Some of these antihistamines can prolong the QT interval on an EKG.
So in patients with a history of arrhythmias, you have to be extremely cautious.
Wow.
So it's not just about being sleepy.
No.
We're talking about the risk of fatal cardiac arrhythmias.
It's serious.
And beyond that, the more common side effects are all related to those anti -cholinergic properties.
The drowsiness, the dry mouth, GI upset, and importantly, urinary hesitancy.
Which leads to some really practical nursing tips.
If you can, give it on an empty stomach to help absorption.
Suggest sugarless candies for the dry mouth.
And have the patient try to void before each dose to minimize that urinary retention problem.
That's a great tip.
It really helps.
Okay.
So we're shifting gears for our last section.
We've talked about stopping coughs and drying things up.
Now we're talking about actively clearing out thick secretions with expectorance and mucolytics.
Exactly.
We're moving from suppressing to expelling.
So expectorance, which is mostly guifinescent, work by making the cough more productive.
How does it do that?
It's pretty clever.
It reduces the adhesiveness and surface tension of the secretions in your lower respiratory tract.
It basically just thins the mucus so you can cough it up and out.
But the key safety warning is don't use it for more than a week.
Right.
If that cough is still there after a week, it could be masking something much more serious that needs to be checked out.
And then we have the mucolytics.
Acetylcysteine and dornase alpha.
These are for a really high -risk patient.
COPD, cystic fibrosis, pneumonia, people with that thick, tenacious mucus that just won't move.
Acetylcysteine is a fascinating one.
It has that dual action.
It does.
Primarily for breathing, it works by splitting the disulfide bonds that hold the mucus together.
It literally breaks it apart.
It's also the antidote for acetaminophen overdose.
It is.
Used orally, it protects the liver from Tylenol toxicity, a very versatile drug.
Dornase alpha, on the other hand, is highly specialized.
It's used for cystic fibrosis because the mucus in CF patients is full of extracellular DNA, and this drug specifically breaks that down.
So for nursing care with dornase alpha.
You have to stress that it's palliative.
It helps, but they must continue all their other therapies, like chest physiotherapy.
It's not a cure.
And a quick practical note on administering acetylcysteine.
If it's given by face mask, you have to wipe the residue off the patient's skin right away.
Yes, with plain water.
That residue is sticky and can cause skin irritation and breakdown if you leave it on.
So to pull it all together, we've covered our five tools.
Antictissives to suppress,
decongestants to vasoconstrict, antihistamines to block the allergy,
expectorants to make coughs productive, and mucolytics to break down the tough stuff.
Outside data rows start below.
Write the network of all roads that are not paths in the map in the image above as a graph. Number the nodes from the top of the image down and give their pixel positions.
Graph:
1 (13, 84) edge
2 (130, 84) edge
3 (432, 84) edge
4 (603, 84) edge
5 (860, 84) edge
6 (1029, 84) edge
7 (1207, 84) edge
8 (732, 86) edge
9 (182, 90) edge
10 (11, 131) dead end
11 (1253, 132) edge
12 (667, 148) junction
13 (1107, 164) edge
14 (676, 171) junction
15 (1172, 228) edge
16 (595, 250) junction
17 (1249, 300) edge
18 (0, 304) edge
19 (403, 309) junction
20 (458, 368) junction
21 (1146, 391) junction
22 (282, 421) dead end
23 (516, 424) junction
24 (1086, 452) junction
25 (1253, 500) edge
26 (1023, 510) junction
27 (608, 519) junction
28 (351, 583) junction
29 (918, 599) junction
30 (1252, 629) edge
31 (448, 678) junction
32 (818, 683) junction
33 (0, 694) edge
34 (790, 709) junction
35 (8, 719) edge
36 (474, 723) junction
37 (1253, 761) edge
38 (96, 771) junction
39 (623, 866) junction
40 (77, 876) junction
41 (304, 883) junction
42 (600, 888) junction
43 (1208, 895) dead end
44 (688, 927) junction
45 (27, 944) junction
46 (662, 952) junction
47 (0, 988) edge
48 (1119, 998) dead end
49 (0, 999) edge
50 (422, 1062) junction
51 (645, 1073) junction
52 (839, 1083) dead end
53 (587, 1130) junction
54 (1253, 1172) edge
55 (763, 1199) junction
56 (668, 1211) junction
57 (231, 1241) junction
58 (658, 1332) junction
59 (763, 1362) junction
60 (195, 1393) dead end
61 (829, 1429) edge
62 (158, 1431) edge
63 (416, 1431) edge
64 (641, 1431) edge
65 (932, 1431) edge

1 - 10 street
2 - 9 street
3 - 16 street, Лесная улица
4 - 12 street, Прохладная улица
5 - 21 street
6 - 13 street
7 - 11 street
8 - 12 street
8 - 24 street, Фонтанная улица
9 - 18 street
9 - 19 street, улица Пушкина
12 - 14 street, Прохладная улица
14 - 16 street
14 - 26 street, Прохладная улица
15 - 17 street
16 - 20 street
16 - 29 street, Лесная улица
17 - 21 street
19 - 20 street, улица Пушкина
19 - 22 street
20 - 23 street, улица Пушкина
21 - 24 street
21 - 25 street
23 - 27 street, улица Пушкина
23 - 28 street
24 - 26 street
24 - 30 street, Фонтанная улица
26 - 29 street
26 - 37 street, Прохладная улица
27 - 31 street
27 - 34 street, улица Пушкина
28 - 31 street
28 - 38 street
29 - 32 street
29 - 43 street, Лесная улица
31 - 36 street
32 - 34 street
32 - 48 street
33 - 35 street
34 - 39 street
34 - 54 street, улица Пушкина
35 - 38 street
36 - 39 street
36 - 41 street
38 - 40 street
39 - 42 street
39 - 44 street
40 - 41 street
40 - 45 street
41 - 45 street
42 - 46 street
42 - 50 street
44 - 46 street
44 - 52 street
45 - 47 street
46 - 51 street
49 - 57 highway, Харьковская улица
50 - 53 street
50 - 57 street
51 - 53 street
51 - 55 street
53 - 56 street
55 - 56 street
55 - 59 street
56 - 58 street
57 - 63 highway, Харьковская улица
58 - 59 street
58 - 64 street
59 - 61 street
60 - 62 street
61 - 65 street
And the absolute core takeaway for everyone listening has to be the responsibility that comes with OTC products.
Almost all these cold and allergy remedies are combinations of these drugs.
An antihistamine with pseudoephedrine, an antitussive with an expectorant.
So patients must read the labels.
They have to know what they're taking to avoid that accidental overdose, just like in that KE scenario.
And my final thought to build on that idea of vigilance goes back to those
The fact that a local topical spray can suppress the immune response enough that we need to warn patients to avoid systemic infections like chicken pox.
That's a powerful lesson.
It shows how a seemingly simple treatment connects directly to a patient's broader health and safety in their everyday life.
That connection requires continuous vigilance from us.
That's a fantastic point.
It's a crucial perspective.
Go apply this knowledge, read those labels, and we'll catch you on the next deep dive.